[Start of Attachment]
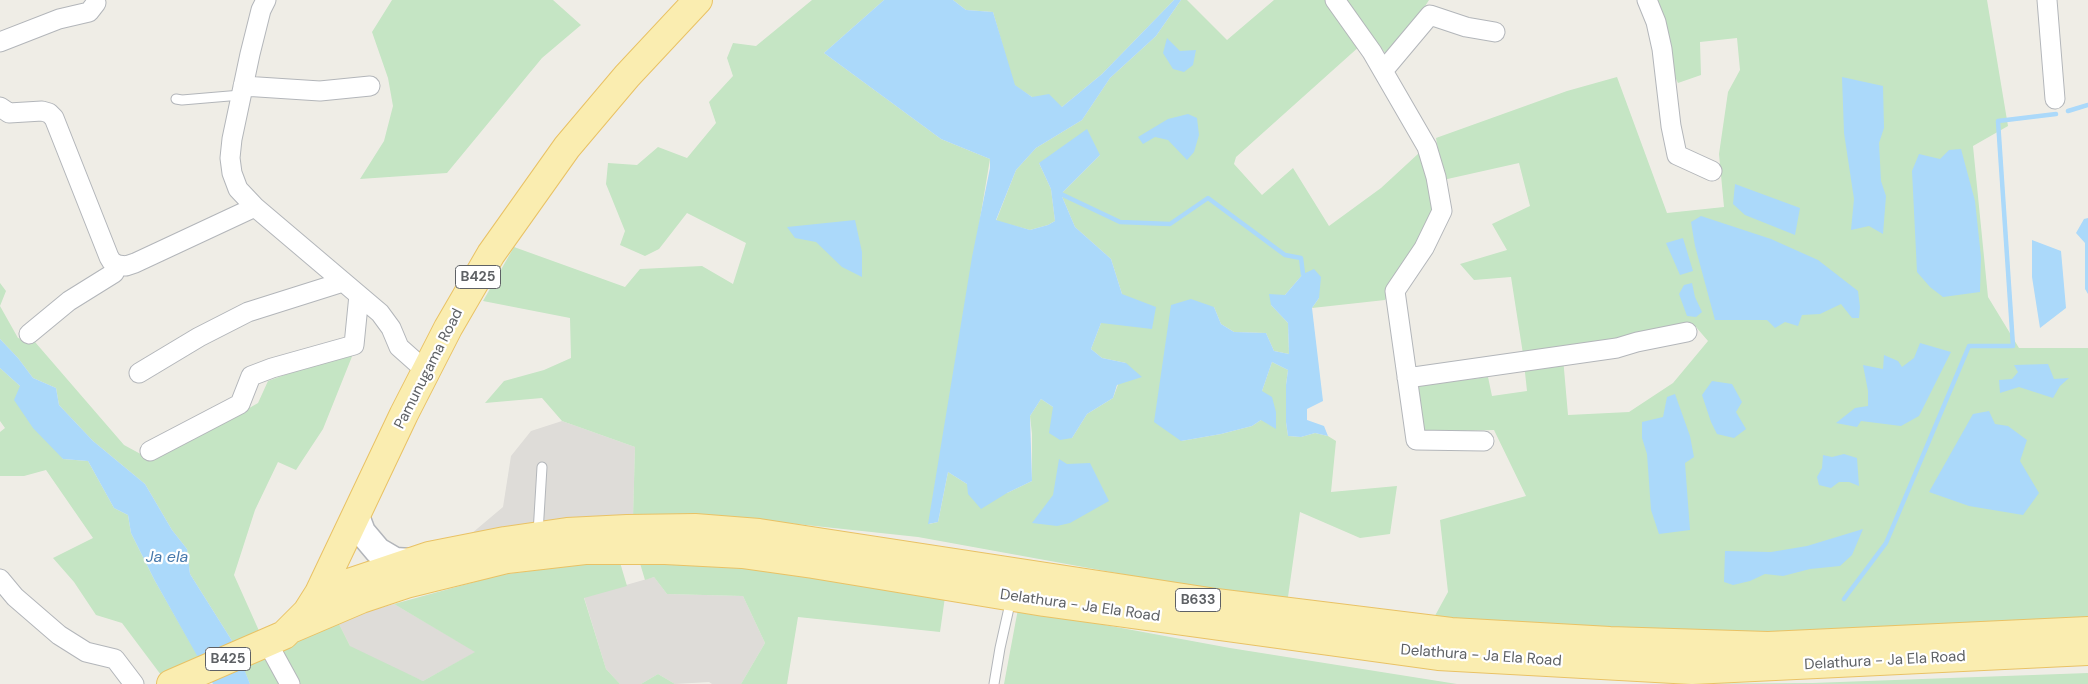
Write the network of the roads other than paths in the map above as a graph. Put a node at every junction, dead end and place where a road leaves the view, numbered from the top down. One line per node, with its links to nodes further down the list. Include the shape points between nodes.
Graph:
1 (266, 0): 11 (street)
2 (698, 0): 22 (main road, Pamunugama Road / B425, via 627,76 567,148 491,254)
3 (1335, 0): 9 (street)
4 (1647, 0): 15 (street, via 1662,49 1677,155)
5 (2047, 0): 13 (street)
6 (96, 3): 8 (street, via 89,12 59,19)
7 (1495, 32): 9 (street, via 1466,28 1430,15)
8 (0, 42)
9 (1383, 71): 24 (street, via 1427,146 1442,211 1424,248 1395,291)
10 (370, 86): 11 (street, via 320,91)
11 (242, 91): 12 (lane); 16 (street, via 230,158 238,189)
12 (176, 99)
13 (2055, 99)
14 (0, 107): 17 (street, via 9,113 42,111 54,118 109,257)
15 (1712, 170)
16 (255, 207): 17 (street, via 135,263); 18 (street)
17 (118, 265): 21 (street, via 114,274 70,301)
18 (343, 282): 19 (street); 23 (street, via 248,312 198,337)
19 (358, 294): 22 (street, via 380,313 399,346); 26 (street, via 354,345 251,376 240,404)
20 (1687, 332): 24 (street, via 1617,348)
21 (29, 334)
22 (426, 372): 28 (main road, Pamunugama Road / B425)
23 (139, 373)
24 (1407, 378): 25 (street, via 1416,440)
25 (1484, 441)
26 (150, 451)
27 (542, 467): 29 (lane)
28 (356, 516): 30 (main road, via 362,532 378,552 395,561); 32 (main road, Pamunugama Road / B425)
29 (538, 536): 30 (main road, Delathura - Ja Ela Road / B633, via 464,548); 36 (main road, Delathura - Ja Ela Road / B633, via 627,529 695,528 759,532 1216,603 1451,632 1768,646)
30 (412, 562): 32 (main road, Delathura - Ja Ela Road / B633)
31 (0, 579): 34 (street)
32 (319, 594): 35 (main road, Pamunugama Road / B425)
33 (1012, 597): 35 (main road, Delathura - Ja Ela Road / B633, via 742,554 586,550 506,559 449,572 362,599); 38 (main road, Delathura - Ja Ela Road / B633, via 1438,656 1692,670); 42 (lane)
34 (8, 601): 40 (street, via 86,652 115,659)
35 (292, 628): 37 (main road, Pamunugama Road / B425)
36 (2088, 631)
37 (267, 642): 39 (main road, Pamunugama Road / B425); 41 (street)
38 (2088, 651)
39 (180, 680)
40 (134, 684)
41 (290, 684)
42 (994, 684)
[End of Attachment]
== Activity ==
Please copy every line of the records above in which "Pamunugama" appears.

== Worked solution ==
2 (698, 0): 22 (main road, Pamunugama Road / B425, via 627,76 567,148 491,254)
22 (426, 372): 28 (main road, Pamunugama Road / B425)
28 (356, 516): 30 (main road, via 362,532 378,552 395,561); 32 (main road, Pamunugama Road / B425)
32 (319, 594): 35 (main road, Pamunugama Road / B425)
35 (292, 628): 37 (main road, Pamunugama Road / B425)
37 (267, 642): 39 (main road, Pamunugama Road / B425); 41 (street)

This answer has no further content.